The exhibition Subject To Restoration: Palaces of Tsarskoe Selo, Reborn from the Ashes, which was virtually launched by Tsarskoe Selo and St Petersburg’s museum and exhibition centre “Russia, My History” at the latter’s website earlier in May, is now available for visiting offline at 32 Bassaynaya Street till 6 October 2020 (free admission).

The joint project commemorates the 75th Anniversary of the Victory in the Great Patriotic War 1941-45. It is one in a series of the centre’s projects for preservation of national historical memory during the 2020 Year of Memory and Glory in Russia.

‘Going online with this project was our response to the challenges we all had to face during the pandemic’, says Director Olga V. Taratynova of Tsarskoe Selo. ‘We are glad the online version has been already visited by over ten thousand people. With a more stable situation now, we open the exhibition in a traditional and familiar format. Although helpful and advantageous, the online version can’t bring you the magic of a genuine object. Most importantly, we have a chance to once again remember those who saved and revived the priceless palace and parks of Tsarskoe Selo.”
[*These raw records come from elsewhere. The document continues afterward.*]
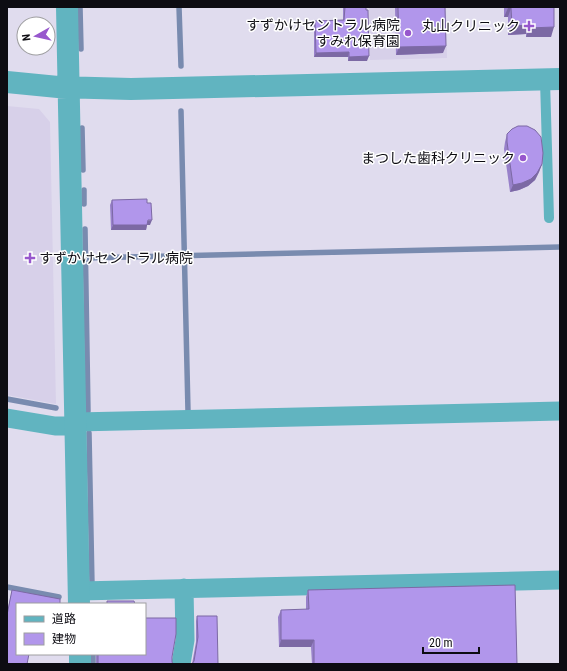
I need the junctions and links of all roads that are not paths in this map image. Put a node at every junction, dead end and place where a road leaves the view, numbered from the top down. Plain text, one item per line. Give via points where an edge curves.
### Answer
1 (67, 7) edge
2 (553, 80) edge
3 (7, 82) edge
4 (69, 88) junction
5 (549, 218) dead end
6 (560, 411) edge
7 (7, 418) edge
8 (76, 424) junction
9 (560, 580) edge
10 (184, 588) junction
11 (79, 597) edge
12 (181, 664) edge

1 - 4 street
2 - 4 street via 131,90
2 - 5 lane
3 - 4 street
4 - 8 street
6 - 8 street
7 - 8 street via 55,426
8 - 11 street
9 - 10 street
10 - 11 street
10 - 12 street via 185,640

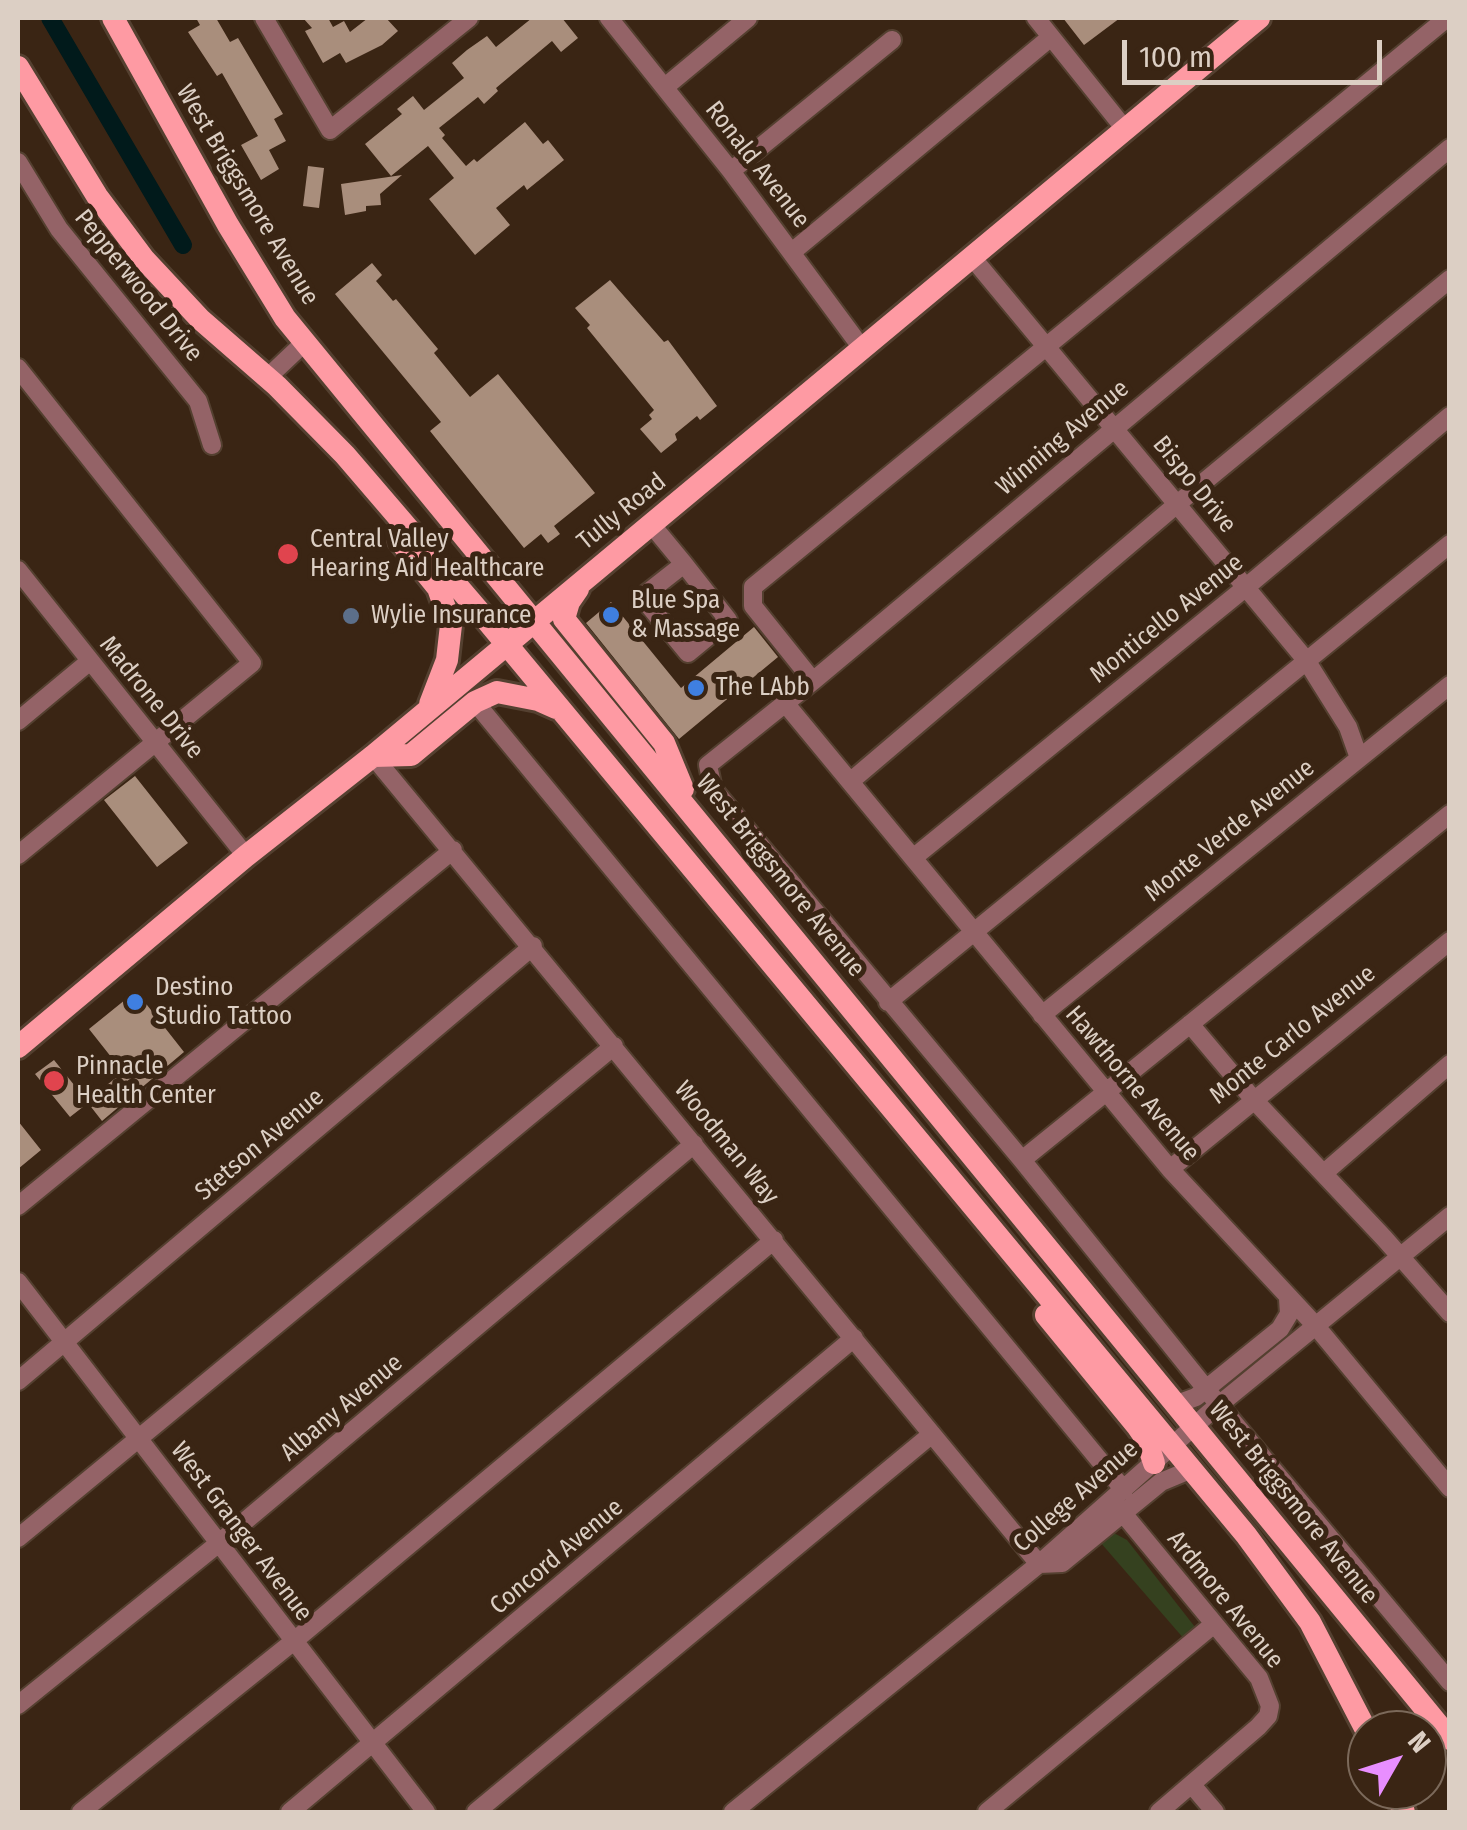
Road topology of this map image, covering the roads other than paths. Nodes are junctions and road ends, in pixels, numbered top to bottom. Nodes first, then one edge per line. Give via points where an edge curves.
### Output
1 (113, 18) edge
2 (264, 18) edge
3 (469, 18) edge
4 (610, 18) edge
5 (748, 18) edge
6 (1036, 18) edge
7 (1260, 18) edge
8 (1446, 18) edge
9 (1051, 36) junction
10 (892, 40) dead end
11 (18, 67) edge
12 (665, 86) junction
13 (1124, 128) junction
14 (1450, 148) edge
15 (18, 162) edge
16 (731, 171) junction
17 (792, 252) junction
18 (971, 256) junction
19 (1450, 279) edge
20 (200, 319) junction
21 (305, 342) junction
22 (1048, 346) junction
23 (862, 347) junction
24 (18, 368) edge
25 (267, 378) junction
26 (1450, 416) edge
27 (1115, 428) junction
28 (212, 445) dead end
29 (1176, 504) junction
30 (651, 524) junction
31 (1450, 544) edge
32 (684, 564) junction
33 (18, 570) edge
34 (587, 577) junction
35 (1245, 588) junction
36 (536, 620) junction
37 (507, 644) junction
38 (1306, 660) junction
39 (90, 661) junction
40 (813, 681) junction
41 (1450, 685) edge
42 (475, 702) junction
43 (785, 704) junction
44 (428, 709) junction
45 (560, 710) junction
46 (18, 721) edge
47 (156, 744) junction
48 (374, 756) junction
49 (1359, 758) junction
50 (851, 781) junction
51 (692, 811) junction
52 (1450, 814) edge
53 (453, 850) junction
54 (18, 855) edge
55 (246, 856) junction
56 (913, 858) junction
57 (974, 932) junction
58 (1450, 941) edge
59 (533, 946) junction
60 (888, 1002) junction
61 (1042, 1015) junction
62 (1190, 1024) junction
63 (614, 1046) junction
64 (18, 1047) edge
65 (1450, 1064) edge
66 (1106, 1092) junction
67 (1254, 1100) junction
68 (694, 1144) junction
69 (1022, 1160) junction
70 (1170, 1169) junction
71 (1324, 1173) junction
72 (18, 1206) edge
73 (1450, 1216) edge
74 (1001, 1239) junction
75 (774, 1240) junction
76 (1400, 1256) junction
77 (18, 1282) edge
78 (1288, 1298) junction
79 (1450, 1313) edge
80 (1315, 1325) junction
81 (1280, 1329) junction
82 (854, 1338) junction
83 (64, 1345) junction
84 (18, 1381) edge
85 (1206, 1389) junction
86 (1177, 1404) junction
87 (1218, 1405) junction
88 (1195, 1426) junction
89 (932, 1434) junction
90 (138, 1439) junction
91 (1173, 1446) junction
92 (1154, 1463) junction
93 (1192, 1469) junction
94 (1450, 1488) edge
95 (1120, 1501) junction
96 (18, 1538) edge
97 (219, 1544) junction
98 (1039, 1564) junction
99 (1214, 1624) junction
100 (294, 1641) junction
101 (1450, 1682) edge
102 (18, 1704) edge
103 (1356, 1710) edge
104 (1450, 1738) edge
105 (372, 1745) junction
106 (1192, 1784) junction
107 (82, 1812) edge
108 (290, 1812) edge
109 (426, 1812) edge
110 (476, 1812) edge
111 (732, 1812) edge
112 (987, 1812) edge
113 (1158, 1812) edge
114 (1215, 1812) edge

1 - 21 main road, West Briggsmore Avenue via 236,239
2 - 3 street via 330,130
4 - 12 street, Ronald Avenue
5 - 12 street
6 - 9 street
7 - 13 main road, Tully Road
8 - 22 street
9 - 13 street
9 - 17 street
10 - 16 street
11 - 20 main road via 121,230
12 - 16 street, Ronald Avenue
13 - 18 main road, Tully Road
14 - 27 street, Winning Avenue
15 - 28 street, Pepperwood Drive via 70,244 198,401
16 - 17 street, Ronald Avenue
17 - 23 street, Ronald Avenue
18 - 22 street, Bispo Drive
18 - 23 main road, Tully Road
19 - 29 street
20 - 25 main road
20 - 44 main road via 324,450 438,588 452,637
21 - 25 street
21 - 36 main road, West Briggsmore Avenue
22 - 27 street, Bispo Drive
22 - 40 street via 754,587 752,606
23 - 30 main road, Tully Road
24 - 47 street via 252,663
25 - 37 main road via 345,454
26 - 35 street, Monticello Avenue
27 - 29 street, Bispo Drive
27 - 40 street, Winning Avenue
29 - 35 street, Bispo Drive
29 - 50 street
30 - 32 street
30 - 34 main road, Tully Road
31 - 38 street
32 - 32 street via 728,620 688,653 642,597
33 - 39 street, Madrone Drive
34 - 36 main road, Tully Road
34 - 51 main road via 564,619 664,744
35 - 38 street, Bispo Drive
35 - 56 street, Monticello Avenue
36 - 37 main road, Tully Road
36 - 51 main road, West Briggsmore Avenue
37 - 44 main road, Tully Road
37 - 45 main road
38 - 49 street, Bispo Drive via 1348,727
38 - 57 street
39 - 46 street
39 - 47 street, Madrone Drive
40 - 43 street, Winning Avenue
41 - 49 street, Monte Verde Avenue
42 - 45 main road via 496,692
42 - 48 main road via 410,755
42 - 95 street, Ardmore Avenue
43 - 50 street, Hawthorne Avenue
43 - 60 street, Winning Avenue via 708,765 712,789
44 - 48 main road, Tully Road
45 - 74 main road
47 - 54 street
47 - 55 street, Madrone Drive
48 - 53 street, Woodman Way
48 - 55 main road, Tully Road
49 - 61 street, Monte Verde Avenue
50 - 56 street, Hawthorne Avenue
51 - 86 main road, West Briggsmore Avenue
52 - 62 street
53 - 59 street, Woodman Way
53 - 72 street
55 - 64 main road, Tully Road
56 - 57 street, Hawthorne Avenue
57 - 60 street
57 - 61 street, Hawthorne Avenue
58 - 67 street, Monte Carlo Avenue
59 - 63 street, Woodman Way
59 - 83 street, Stetson Avenue
60 - 69 street
61 - 66 street, Hawthorne Avenue
62 - 66 street
62 - 67 street
63 - 68 street, Woodman Way
63 - 90 street
65 - 71 street
66 - 69 street
66 - 70 street, Hawthorne Avenue
67 - 70 street, Monte Carlo Avenue
67 - 71 street
68 - 75 street, Woodman Way
68 - 97 street, Albany Avenue
69 - 85 street
70 - 78 street, Hawthorne Avenue
71 - 76 street
73 - 76 street, College Avenue
74 - 91 main road
74 - 92 main road via 1029,1292 1143,1434
75 - 82 street, Woodman Way
75 - 100 street
76 - 79 street
76 - 80 street, College Avenue
77 - 83 street, West Granger Avenue
78 - 80 street, Hawthorne Avenue
78 - 81 street via 1290,1314
80 - 81 street
80 - 87 street, College Avenue
80 - 94 street, Hawthorne Avenue
81 - 85 street
82 - 89 street, Woodman Way
82 - 105 street, Concord Avenue
83 - 84 street, Stetson Avenue
83 - 90 street, West Granger Avenue
85 - 86 street
85 - 87 street
86 - 88 main road, West Briggsmore Avenue
87 - 88 street, College Avenue
87 - 101 street
88 - 91 street, College Avenue
88 - 104 main road, West Briggsmore Avenue
89 - 98 street, Woodman Way
89 - 110 street
90 - 96 street
90 - 97 street, West Granger Avenue
91 - 92 street, College Avenue
91 - 93 main road
92 - 95 street, College Avenue
93 - 95 street
93 - 103 main road via 1310,1622
95 - 98 street, College Avenue via 1062,1562
95 - 99 street, Ardmore Avenue
97 - 100 street, West Granger Avenue
97 - 102 street, Albany Avenue
98 - 111 street, College Avenue
99 - 106 street, Ardmore Avenue via 1259,1678 1270,1706 1258,1727
99 - 112 street
100 - 105 street, West Granger Avenue
100 - 107 street
105 - 108 street, Concord Avenue
105 - 109 street, West Granger Avenue
106 - 113 street, Ardmore Avenue
106 - 114 street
The exhibition consists of several sections tracing the milestones of the Museum’s history from the prewar time to the present day. The heroic evacuation of the artifacts in 1941 and the unprecedented postwar restoration are specially accentuated. Documents, photographs, wartime newsreel frames, Autochromes, paintings and pieces of decorative and applied art, as well as explications and extended annotations, help illustrate the dramatic narrative.

Visitors will see the objects that are usually stored in the reserve collection and never put on our permanent displays.

The exhibits include a chair from the Chinese Hall of the Catherine Palace, one of a lacquered set of 47 export-designed chairs made in Guangzhou in the 1770s. Only ten pieces were saved by evacuation and one was found among the ruins of Koenigberg’s Royal Castle in 1946.

Also notable is the journal of Senior Efreitor Kurt Büttner, presented to the Museum by his son Reinhold in 2000. Kurt participated in the Leningrad offence and the Pushkin town occupation in 1941.

Particularly noteworthy are the surviving fragments of the original Amber Room, the authentic pieces of carved amber from its middle- and lower-tier panels.